Merrill Hit With Fraud Charges - Forbes.com
Merrill Hit With Fraud Charges
Liz Moyer, 02.01.08, 3:40 PM ET
Wall Street is starting to face recriminations for its role in the credit crunch.
Massachusetts securities regulators filed fraud charges against Merrill Lynch (nyse: MER - news - people ) Friday, accusing the bank of selling "unsuitable" and now practically worthless collateralized debt obligations (CDO) to the city of Springfield, Mass.
The charges come a day after Merrill agreed to buy back the CDOs, paying Springfield the $13.9 million it had invested last spring. Merrill acknowledged Thursday that the city had not expressly approved the purchase. The investment bank said Friday the problem was not widespread, but rather a sales practice issue, and unique to the Springfield situation.
"We are puzzled by this suit," a Merrill spokesman said Friday. "We have been cooperating" in the inquiry.
Regulators are scrambling to get a handle on the subprime mortgage crisis, which has rippled through the financial system and now threatens the broader economy. At issue are billions of dollars worth of credit derivatives chock full of subprime mortgage debt that were packaged and sold by Wall Street to investors like the town of Springfield. When the subprime sector blew up, the underlying debt of those complex securities cratered and dragged down the value of the derivatives.
Many are pointing fingers not only at the banks that packaged and sold the bonds, but the ratings agencies that signed off on triple-A ratings for securities that have collapsed in value. And some are starting to question why the Securities and Exchange Commission (SEC) hasn't taken a more active role in policing the structured finance business.
Earlier this week, the Federal Bureau of Investigation disclosed it had opened criminal fraud probes into 14 companies over their mortgage securitization activities, which is everything from originating loans to buying them, packaging them and selling them to investors. The FBI didn't identify the companies.
Connecticut and New York attorneys general have also opened investigations into how Wall Street structured and sold mortgage-laden securities.
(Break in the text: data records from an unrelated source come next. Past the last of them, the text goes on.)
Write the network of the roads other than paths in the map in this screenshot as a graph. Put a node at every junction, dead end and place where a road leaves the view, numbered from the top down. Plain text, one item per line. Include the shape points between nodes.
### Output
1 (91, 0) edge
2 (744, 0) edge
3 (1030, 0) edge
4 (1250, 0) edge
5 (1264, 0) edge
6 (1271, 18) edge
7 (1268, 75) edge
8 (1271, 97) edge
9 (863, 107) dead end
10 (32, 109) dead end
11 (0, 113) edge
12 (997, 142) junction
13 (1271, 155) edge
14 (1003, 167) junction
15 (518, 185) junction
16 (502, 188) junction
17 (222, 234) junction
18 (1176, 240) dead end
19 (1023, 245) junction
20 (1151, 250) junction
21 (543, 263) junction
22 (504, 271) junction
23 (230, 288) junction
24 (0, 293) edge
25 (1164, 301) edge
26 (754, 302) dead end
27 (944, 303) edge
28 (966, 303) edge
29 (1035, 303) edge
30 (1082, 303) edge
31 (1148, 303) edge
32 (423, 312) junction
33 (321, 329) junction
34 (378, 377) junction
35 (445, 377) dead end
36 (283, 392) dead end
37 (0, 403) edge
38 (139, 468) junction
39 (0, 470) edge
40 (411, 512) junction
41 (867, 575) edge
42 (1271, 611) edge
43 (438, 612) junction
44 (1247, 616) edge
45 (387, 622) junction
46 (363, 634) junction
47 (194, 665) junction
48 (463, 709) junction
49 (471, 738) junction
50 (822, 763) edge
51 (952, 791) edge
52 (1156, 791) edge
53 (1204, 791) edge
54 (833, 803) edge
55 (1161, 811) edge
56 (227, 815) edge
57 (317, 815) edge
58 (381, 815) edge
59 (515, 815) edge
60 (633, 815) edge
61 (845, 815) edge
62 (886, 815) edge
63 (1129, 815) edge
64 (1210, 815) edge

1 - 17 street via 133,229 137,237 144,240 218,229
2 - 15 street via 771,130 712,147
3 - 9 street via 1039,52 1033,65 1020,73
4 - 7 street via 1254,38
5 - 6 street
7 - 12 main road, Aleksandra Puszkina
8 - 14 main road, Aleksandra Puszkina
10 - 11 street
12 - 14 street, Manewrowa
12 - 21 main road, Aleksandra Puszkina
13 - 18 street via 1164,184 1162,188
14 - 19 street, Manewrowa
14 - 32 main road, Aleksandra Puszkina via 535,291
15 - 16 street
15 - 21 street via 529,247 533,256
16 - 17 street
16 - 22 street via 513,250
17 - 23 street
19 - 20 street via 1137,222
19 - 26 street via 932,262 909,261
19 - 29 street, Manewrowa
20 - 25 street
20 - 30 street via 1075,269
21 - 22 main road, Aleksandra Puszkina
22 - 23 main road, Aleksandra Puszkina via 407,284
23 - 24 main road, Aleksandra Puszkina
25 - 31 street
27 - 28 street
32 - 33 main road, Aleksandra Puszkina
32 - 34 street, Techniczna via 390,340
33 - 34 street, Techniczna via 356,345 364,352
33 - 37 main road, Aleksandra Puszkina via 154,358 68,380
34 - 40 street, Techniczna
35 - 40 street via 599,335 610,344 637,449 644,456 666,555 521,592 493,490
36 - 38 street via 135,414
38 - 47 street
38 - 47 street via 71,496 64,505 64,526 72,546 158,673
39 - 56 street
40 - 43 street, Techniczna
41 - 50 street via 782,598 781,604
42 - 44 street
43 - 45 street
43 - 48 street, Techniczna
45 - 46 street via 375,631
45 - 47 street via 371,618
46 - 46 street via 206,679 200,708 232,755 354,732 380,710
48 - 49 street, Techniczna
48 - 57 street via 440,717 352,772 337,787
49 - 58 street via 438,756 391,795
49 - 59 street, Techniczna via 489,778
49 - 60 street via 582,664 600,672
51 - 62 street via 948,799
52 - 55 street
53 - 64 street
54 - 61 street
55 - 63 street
Separately, Goldman Sachs (nyse: GS - news - people ), Morgan Stanley (nyse: MS - news - people ) and Bear Stearns (nyse: BSC - news - people ) have disclosed in their recent regulatory filings that they have been questioned by multiple regulators about their activities involving subprime mortgage securities. In November, Merrill Lynch said the SEC had initiated an inquiry into its subprime mortgage portfolio. All the banks have said they are cooperating.
Wall Street banks, which enthusiastically pushed the securitization business to record levels in the last two years, got stuck holding billions of dollars worth of mortgage-related securities and derivatives that declined sharply in value in last summer's subprime meltdown. So far, the biggest banks, Merrill among the most exposed, have written down more than $100 billion worth of their holdings.
Investors in the securities are left holding near-worthless paper. Springfield, Mass., town leaders hired Merrill Lynch in Nov. 2006 to invest surplus cash. Merrill invested $13.9 million in three CDOs, the largest investment being $12.6 million put into a CDO that had been underwritten by Merrill.
Massachusetts' securities regulator says the Merrill representatives working with the city didn't discuss the risks of owning CDOs.
The value of the holdings started to plummet in the fall when the credit markets froze up and buyers of complex securities disappeared. The city of Springfield asked that the positions be sold, but were told there were no buyers. By December, the $12.6 million CDO investment had been reduced by 95%.
In agreeing to buy back the investment Thursday, Merrill said. "We are making the city whole, and we have taken appropriate steps internally to ensure this conduct is not repeated."